> [Problem description]:
Write out every record in full, keeping each character exactly as it is.

------------------------------------

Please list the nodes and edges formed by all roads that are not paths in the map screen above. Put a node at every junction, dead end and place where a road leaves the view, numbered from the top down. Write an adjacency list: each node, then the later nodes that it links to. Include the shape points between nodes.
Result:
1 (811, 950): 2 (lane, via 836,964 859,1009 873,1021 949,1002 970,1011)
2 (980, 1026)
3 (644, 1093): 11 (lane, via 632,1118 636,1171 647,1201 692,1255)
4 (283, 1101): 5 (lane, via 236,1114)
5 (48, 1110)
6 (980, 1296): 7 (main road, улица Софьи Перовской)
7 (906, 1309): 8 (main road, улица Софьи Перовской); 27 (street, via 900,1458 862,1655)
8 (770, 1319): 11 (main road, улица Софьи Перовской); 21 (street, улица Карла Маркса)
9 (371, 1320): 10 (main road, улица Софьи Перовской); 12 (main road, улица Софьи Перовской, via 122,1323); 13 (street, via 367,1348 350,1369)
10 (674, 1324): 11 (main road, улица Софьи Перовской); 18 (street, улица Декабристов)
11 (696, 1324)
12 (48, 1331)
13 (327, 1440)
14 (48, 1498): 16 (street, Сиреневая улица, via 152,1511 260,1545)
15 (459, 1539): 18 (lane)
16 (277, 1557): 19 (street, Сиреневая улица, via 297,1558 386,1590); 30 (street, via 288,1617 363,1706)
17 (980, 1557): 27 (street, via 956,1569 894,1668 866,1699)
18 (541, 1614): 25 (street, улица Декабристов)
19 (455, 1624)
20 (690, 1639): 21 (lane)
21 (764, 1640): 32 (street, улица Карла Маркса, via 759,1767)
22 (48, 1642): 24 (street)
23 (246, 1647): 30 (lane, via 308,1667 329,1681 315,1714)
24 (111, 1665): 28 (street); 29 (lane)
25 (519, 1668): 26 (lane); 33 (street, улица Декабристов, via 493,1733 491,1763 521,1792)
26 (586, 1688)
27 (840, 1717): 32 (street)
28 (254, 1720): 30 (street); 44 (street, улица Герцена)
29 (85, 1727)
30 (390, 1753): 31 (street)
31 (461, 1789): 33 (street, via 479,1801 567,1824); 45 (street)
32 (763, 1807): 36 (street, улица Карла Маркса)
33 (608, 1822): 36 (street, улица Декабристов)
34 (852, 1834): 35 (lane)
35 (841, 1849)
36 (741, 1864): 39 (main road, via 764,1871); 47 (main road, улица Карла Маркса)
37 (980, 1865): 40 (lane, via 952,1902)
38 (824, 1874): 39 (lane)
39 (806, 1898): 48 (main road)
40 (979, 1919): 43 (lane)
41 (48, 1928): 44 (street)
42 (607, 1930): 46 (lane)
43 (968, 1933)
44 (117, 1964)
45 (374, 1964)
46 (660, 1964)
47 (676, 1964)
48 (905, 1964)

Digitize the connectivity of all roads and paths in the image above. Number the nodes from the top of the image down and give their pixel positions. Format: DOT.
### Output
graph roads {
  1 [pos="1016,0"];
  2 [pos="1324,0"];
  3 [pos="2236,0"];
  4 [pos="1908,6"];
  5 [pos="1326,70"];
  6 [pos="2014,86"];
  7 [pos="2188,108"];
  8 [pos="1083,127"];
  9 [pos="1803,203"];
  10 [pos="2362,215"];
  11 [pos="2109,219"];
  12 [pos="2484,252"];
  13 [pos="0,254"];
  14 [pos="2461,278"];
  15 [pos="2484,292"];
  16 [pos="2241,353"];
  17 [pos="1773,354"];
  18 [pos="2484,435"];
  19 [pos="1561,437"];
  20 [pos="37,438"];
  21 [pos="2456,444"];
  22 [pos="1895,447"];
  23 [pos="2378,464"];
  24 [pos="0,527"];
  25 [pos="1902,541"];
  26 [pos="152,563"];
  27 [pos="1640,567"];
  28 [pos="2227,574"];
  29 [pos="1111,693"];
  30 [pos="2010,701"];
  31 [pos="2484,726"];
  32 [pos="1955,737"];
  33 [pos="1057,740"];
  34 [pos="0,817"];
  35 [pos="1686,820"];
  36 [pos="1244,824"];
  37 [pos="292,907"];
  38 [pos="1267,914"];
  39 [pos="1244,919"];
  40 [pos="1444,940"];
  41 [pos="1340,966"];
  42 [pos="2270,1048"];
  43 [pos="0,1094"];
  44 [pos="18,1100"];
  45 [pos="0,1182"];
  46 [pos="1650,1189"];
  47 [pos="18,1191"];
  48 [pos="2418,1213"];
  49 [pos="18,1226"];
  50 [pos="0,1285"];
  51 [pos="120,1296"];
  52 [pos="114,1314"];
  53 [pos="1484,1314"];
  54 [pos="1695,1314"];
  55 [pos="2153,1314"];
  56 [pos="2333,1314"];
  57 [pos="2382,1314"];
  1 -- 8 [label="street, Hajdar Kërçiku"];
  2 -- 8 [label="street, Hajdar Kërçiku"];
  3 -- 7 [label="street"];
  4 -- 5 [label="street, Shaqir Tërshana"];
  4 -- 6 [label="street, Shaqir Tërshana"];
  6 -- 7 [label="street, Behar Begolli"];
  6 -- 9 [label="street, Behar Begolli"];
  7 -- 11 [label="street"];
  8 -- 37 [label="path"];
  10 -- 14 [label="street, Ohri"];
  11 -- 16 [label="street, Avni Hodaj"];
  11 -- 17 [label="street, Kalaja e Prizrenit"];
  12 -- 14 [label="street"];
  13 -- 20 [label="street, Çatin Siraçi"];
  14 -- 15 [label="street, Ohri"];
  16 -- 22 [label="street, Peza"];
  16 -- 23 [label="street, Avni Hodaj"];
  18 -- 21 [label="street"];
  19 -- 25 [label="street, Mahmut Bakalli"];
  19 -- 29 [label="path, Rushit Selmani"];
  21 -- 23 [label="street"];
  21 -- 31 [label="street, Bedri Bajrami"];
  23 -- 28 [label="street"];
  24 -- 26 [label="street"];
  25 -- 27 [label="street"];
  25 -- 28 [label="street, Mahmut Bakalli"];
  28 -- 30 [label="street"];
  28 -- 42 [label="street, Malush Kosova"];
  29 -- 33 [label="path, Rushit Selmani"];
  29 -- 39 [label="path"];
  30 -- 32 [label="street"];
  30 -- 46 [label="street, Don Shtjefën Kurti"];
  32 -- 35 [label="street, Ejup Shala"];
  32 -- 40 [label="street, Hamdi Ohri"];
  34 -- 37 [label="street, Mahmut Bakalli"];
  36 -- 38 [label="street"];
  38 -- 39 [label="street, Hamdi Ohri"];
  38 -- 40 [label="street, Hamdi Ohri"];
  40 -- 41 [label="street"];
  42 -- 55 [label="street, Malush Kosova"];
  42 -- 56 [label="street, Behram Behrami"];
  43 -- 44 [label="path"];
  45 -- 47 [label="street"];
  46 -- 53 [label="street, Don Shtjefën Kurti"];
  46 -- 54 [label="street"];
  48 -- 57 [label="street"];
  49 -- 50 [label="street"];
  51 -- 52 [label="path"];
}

------------------------------------

> [Solution for this task]:
Please list the nodes and edges formed by all roads that are not paths in the map screen above. Put a node at every junction, dead end and place where a road leaves the view, numbered from the top down. Write an adjacency list: each node, then the later nodes that it links to. Include the shape points between nodes.
Result:
1 (811, 950): 2 (lane, via 836,964 859,1009 873,1021 949,1002 970,1011)
2 (980, 1026)
3 (644, 1093): 11 (lane, via 632,1118 636,1171 647,1201 692,1255)
4 (283, 1101): 5 (lane, via 236,1114)
5 (48, 1110)
6 (980, 1296): 7 (main road, улица Софьи Перовской)
7 (906, 1309): 8 (main road, улица Софьи Перовской); 27 (street, via 900,1458 862,1655)
8 (770, 1319): 11 (main road, улица Софьи Перовской); 21 (street, улица Карла Маркса)
9 (371, 1320): 10 (main road, улица Софьи Перовской); 12 (main road, улица Софьи Перовской, via 122,1323); 13 (street, via 367,1348 350,1369)
10 (674, 1324): 11 (main road, улица Софьи Перовской); 18 (street, улица Декабристов)
11 (696, 1324)
12 (48, 1331)
13 (327, 1440)
14 (48, 1498): 16 (street, Сиреневая улица, via 152,1511 260,1545)
15 (459, 1539): 18 (lane)
16 (277, 1557): 19 (street, Сиреневая улица, via 297,1558 386,1590); 30 (street, via 288,1617 363,1706)
17 (980, 1557): 27 (street, via 956,1569 894,1668 866,1699)
18 (541, 1614): 25 (street, улица Декабристов)
19 (455, 1624)
20 (690, 1639): 21 (lane)
21 (764, 1640): 32 (street, улица Карла Маркса, via 759,1767)
22 (48, 1642): 24 (street)
23 (246, 1647): 30 (lane, via 308,1667 329,1681 315,1714)
24 (111, 1665): 28 (street); 29 (lane)
25 (519, 1668): 26 (lane); 33 (street, улица Декабристов, via 493,1733 491,1763 521,1792)
26 (586, 1688)
27 (840, 1717): 32 (street)
28 (254, 1720): 30 (street); 44 (street, улица Герцена)
29 (85, 1727)
30 (390, 1753): 31 (street)
31 (461, 1789): 33 (street, via 479,1801 567,1824); 45 (street)
32 (763, 1807): 36 (street, улица Карла Маркса)
33 (608, 1822): 36 (street, улица Декабристов)
34 (852, 1834): 35 (lane)
35 (841, 1849)
36 (741, 1864): 39 (main road, via 764,1871); 47 (main road, улица Карла Маркса)
37 (980, 1865): 40 (lane, via 952,1902)
38 (824, 1874): 39 (lane)
39 (806, 1898): 48 (main road)
40 (979, 1919): 43 (lane)
41 (48, 1928): 44 (street)
42 (607, 1930): 46 (lane)
43 (968, 1933)
44 (117, 1964)
45 (374, 1964)
46 (660, 1964)
47 (676, 1964)
48 (905, 1964)

Digitize the connectivity of all roads and paths in the image above. Number the nodes from the top of the image down and give their pixel positions. Format: DOT.
### Output
graph roads {
  1 [pos="1016,0"];
  2 [pos="1324,0"];
  3 [pos="2236,0"];
  4 [pos="1908,6"];
  5 [pos="1326,70"];
  6 [pos="2014,86"];
  7 [pos="2188,108"];
  8 [pos="1083,127"];
  9 [pos="1803,203"];
  10 [pos="2362,215"];
  11 [pos="2109,219"];
  12 [pos="2484,252"];
  13 [pos="0,254"];
  14 [pos="2461,278"];
  15 [pos="2484,292"];
  16 [pos="2241,353"];
  17 [pos="1773,354"];
  18 [pos="2484,435"];
  19 [pos="1561,437"];
  20 [pos="37,438"];
  21 [pos="2456,444"];
  22 [pos="1895,447"];
  23 [pos="2378,464"];
  24 [pos="0,527"];
  25 [pos="1902,541"];
  26 [pos="152,563"];
  27 [pos="1640,567"];
  28 [pos="2227,574"];
  29 [pos="1111,693"];
  30 [pos="2010,701"];
  31 [pos="2484,726"];
  32 [pos="1955,737"];
  33 [pos="1057,740"];
  34 [pos="0,817"];
  35 [pos="1686,820"];
  36 [pos="1244,824"];
  37 [pos="292,907"];
  38 [pos="1267,914"];
  39 [pos="1244,919"];
  40 [pos="1444,940"];
  41 [pos="1340,966"];
  42 [pos="2270,1048"];
  43 [pos="0,1094"];
  44 [pos="18,1100"];
  45 [pos="0,1182"];
  46 [pos="1650,1189"];
  47 [pos="18,1191"];
  48 [pos="2418,1213"];
  49 [pos="18,1226"];
  50 [pos="0,1285"];
  51 [pos="120,1296"];
  52 [pos="114,1314"];
  53 [pos="1484,1314"];
  54 [pos="1695,1314"];
  55 [pos="2153,1314"];
  56 [pos="2333,1314"];
  57 [pos="2382,1314"];
  1 -- 8 [label="street, Hajdar Kërçiku"];
  2 -- 8 [label="street, Hajdar Kërçiku"];
  3 -- 7 [label="street"];
  4 -- 5 [label="street, Shaqir Tërshana"];
  4 -- 6 [label="street, Shaqir Tërshana"];
  6 -- 7 [label="street, Behar Begolli"];
  6 -- 9 [label="street, Behar Begolli"];
  7 -- 11 [label="street"];
  8 -- 37 [label="path"];
  10 -- 14 [label="street, Ohri"];
  11 -- 16 [label="street, Avni Hodaj"];
  11 -- 17 [label="street, Kalaja e Prizrenit"];
  12 -- 14 [label="street"];
  13 -- 20 [label="street, Çatin Siraçi"];
  14 -- 15 [label="street, Ohri"];
  16 -- 22 [label="street, Peza"];
  16 -- 23 [label="street, Avni Hodaj"];
  18 -- 21 [label="street"];
  19 -- 25 [label="street, Mahmut Bakalli"];
  19 -- 29 [label="path, Rushit Selmani"];
  21 -- 23 [label="street"];
  21 -- 31 [label="street, Bedri Bajrami"];
  23 -- 28 [label="street"];
  24 -- 26 [label="street"];
  25 -- 27 [label="street"];
  25 -- 28 [label="street, Mahmut Bakalli"];
  28 -- 30 [label="street"];
  28 -- 42 [label="street, Malush Kosova"];
  29 -- 33 [label="path, Rushit Selmani"];
  29 -- 39 [label="path"];
  30 -- 32 [label="street"];
  30 -- 46 [label="street, Don Shtjefën Kurti"];
  32 -- 35 [label="street, Ejup Shala"];
  32 -- 40 [label="street, Hamdi Ohri"];
  34 -- 37 [label="street, Mahmut Bakalli"];
  36 -- 38 [label="street"];
  38 -- 39 [label="street, Hamdi Ohri"];
  38 -- 40 [label="street, Hamdi Ohri"];
  40 -- 41 [label="street"];
  42 -- 55 [label="street, Malush Kosova"];
  42 -- 56 [label="street, Behram Behrami"];
  43 -- 44 [label="path"];
  45 -- 47 [label="street"];
  46 -- 53 [label="street, Don Shtjefën Kurti"];
  46 -- 54 [label="street"];
  48 -- 57 [label="street"];
  49 -- 50 [label="street"];
  51 -- 52 [label="path"];
}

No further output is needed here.